Porque os russos
não querem se retirar
Pedro J. Bondaczuk
Ao contrário do que aconteceu nas duas reuniões de cúpula
anteriores, entre o presidente norte-americano Ronald Reagan e o líder
soviético Mikhail Gorbachev (em 19 e 20 de novembro de 1985 em Genebra e em 10
e 11 de outubro em Reykjavik, na Islândia), onde o projeto Guerra nas Estrelas
foi a grande pedra no meio do caminho para o entendimento entre as
superpotências, no encontro encerrado anteontem em Washington, isso não
ocorreu.
O obstáculo, desta feita, foi um tema regional, que
se arrasta por quase oito anos, sem solução à vista: o Afeganistão. A URSS bem
que gostaria de retirar seus soldados desse país, considerado, hoje, o mais
pobre e o que detém os piores parâmetros sociais do mundo.
No entanto, a superpotência do Oriente tem, neste
instante, o mesmo dilema que os Estados Unidos já tiveram na década passada no
Vietnã. Não quer abandonar o campo de luta com a impressão de capitulação. E
não apenas por uma questão de orgulho nacional, no seu caso específico, mas por
fortes razões estratégicas. Como se sabe, o Afeganistão confronta com várias
Repúblicas soviéticas de predominância de povos de crença muçulmana.

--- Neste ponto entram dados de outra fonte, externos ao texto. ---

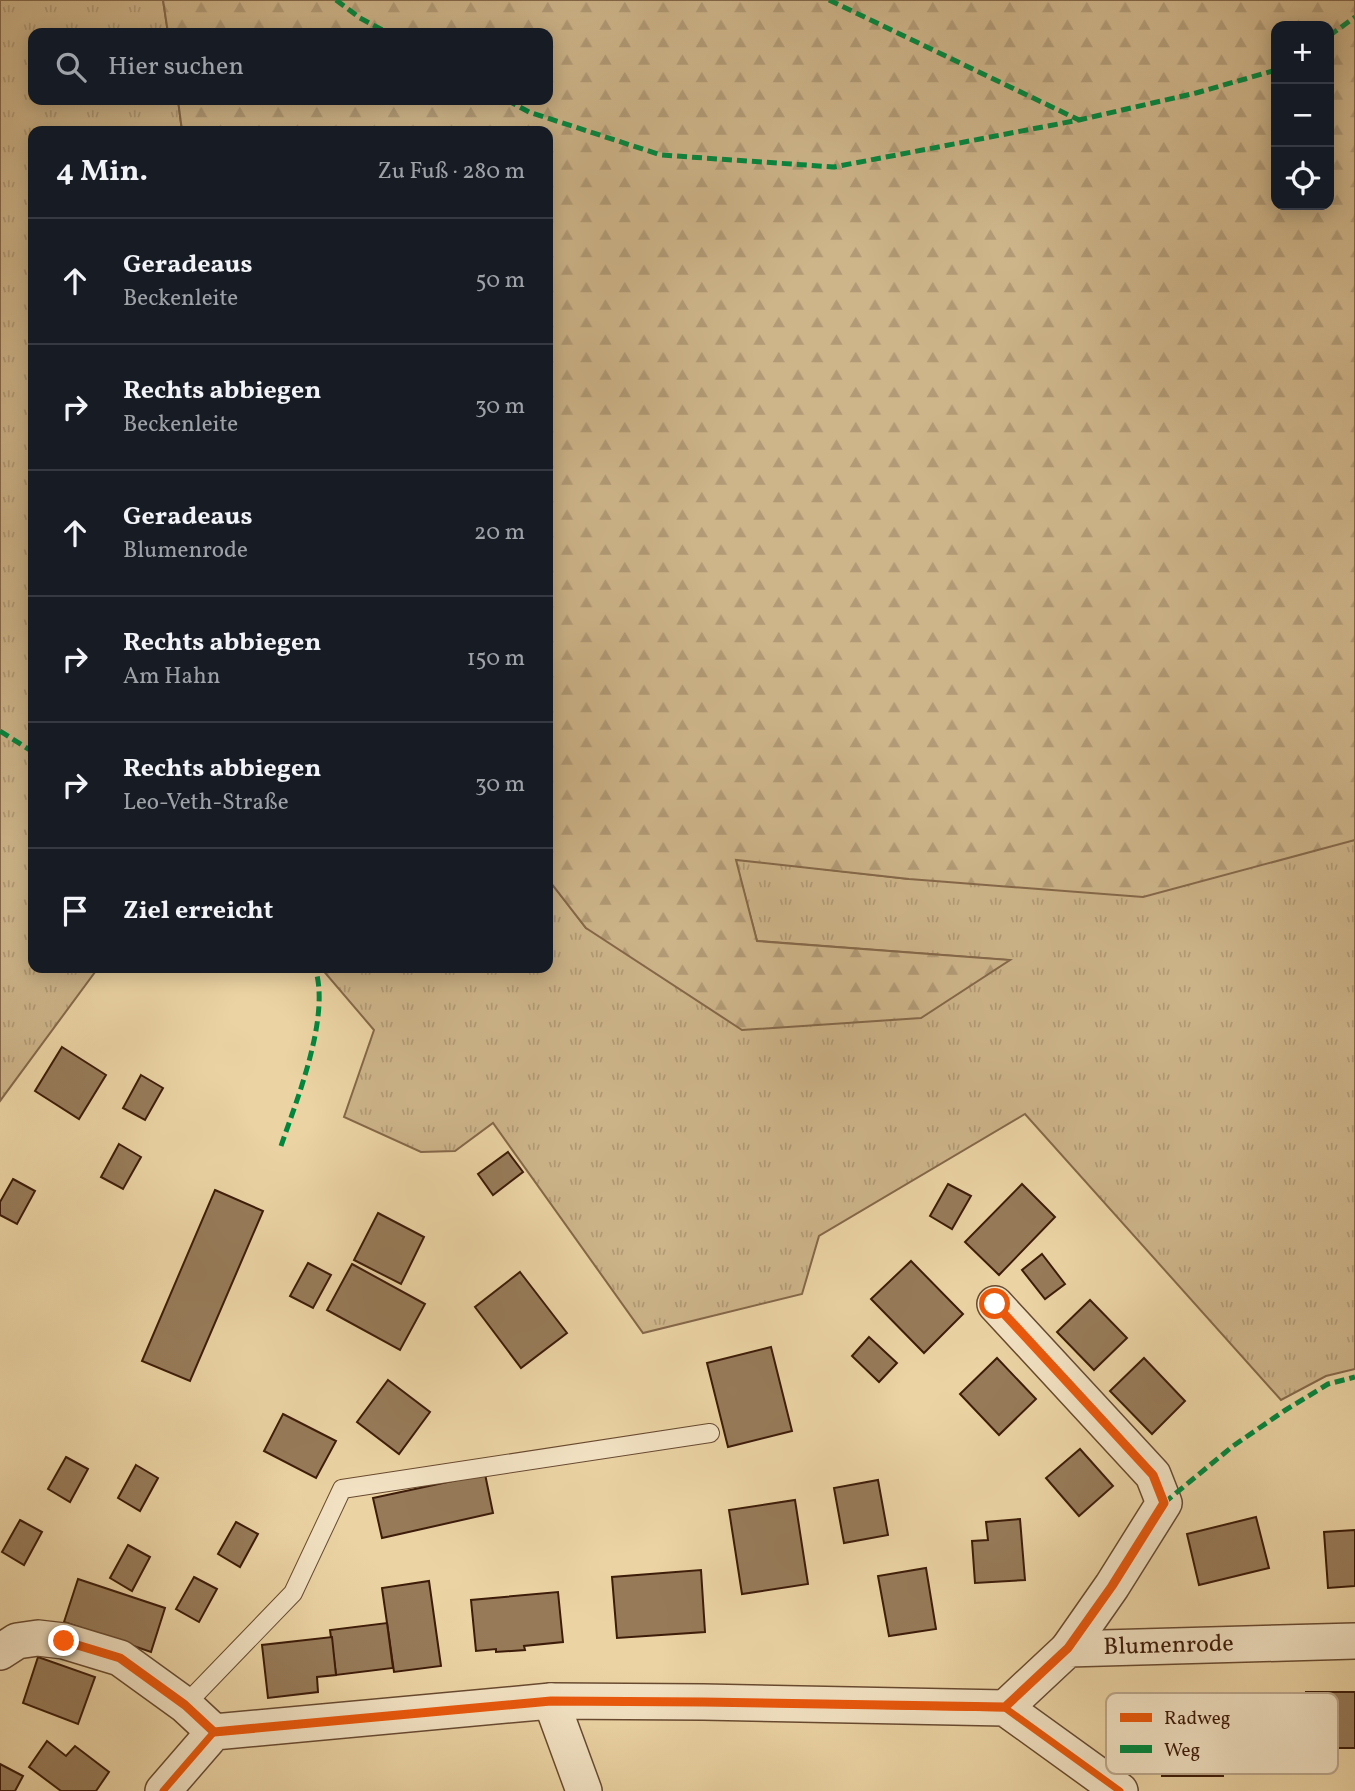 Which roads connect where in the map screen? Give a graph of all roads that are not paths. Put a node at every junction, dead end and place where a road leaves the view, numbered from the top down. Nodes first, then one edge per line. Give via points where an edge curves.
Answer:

Aliás, Moscou, preocupada com a alta taxa de
natalidade de sua população asiática e a diminuta da sua parte européia, está
estimulando esta última a gerar mais filhos. Nesta semana, a agência Tass
anunciou, em tom triunfante, que na Estônia, pela primeira vez em muitos anos,
o número de habitantes está crescendo e não mais se tornando progressivamente
menor como ocorria anteriormente.
A guerrilha afegã, por outro lado, sofre fortíssima
influência dos xiitas do Irã. Recebe suas armas, inclusive, pelo território
iraniano (além do paquistanês,
logicamente). O Cremlin, com certeza, teme uma infecção das idéias de Khomeini
nessa miserável República, que permaneceu virtualmente esquecida do mundo até
que os russos entrassem ruidosamente em seu território, com 115 mil soldados,
dois dias após o Natal de 1979.
Já imaginaram o fanatismo dos fundamentalistas
invadindo as Repúblicas a Leste do Cáucaso e da orla do Mar Cáspio?!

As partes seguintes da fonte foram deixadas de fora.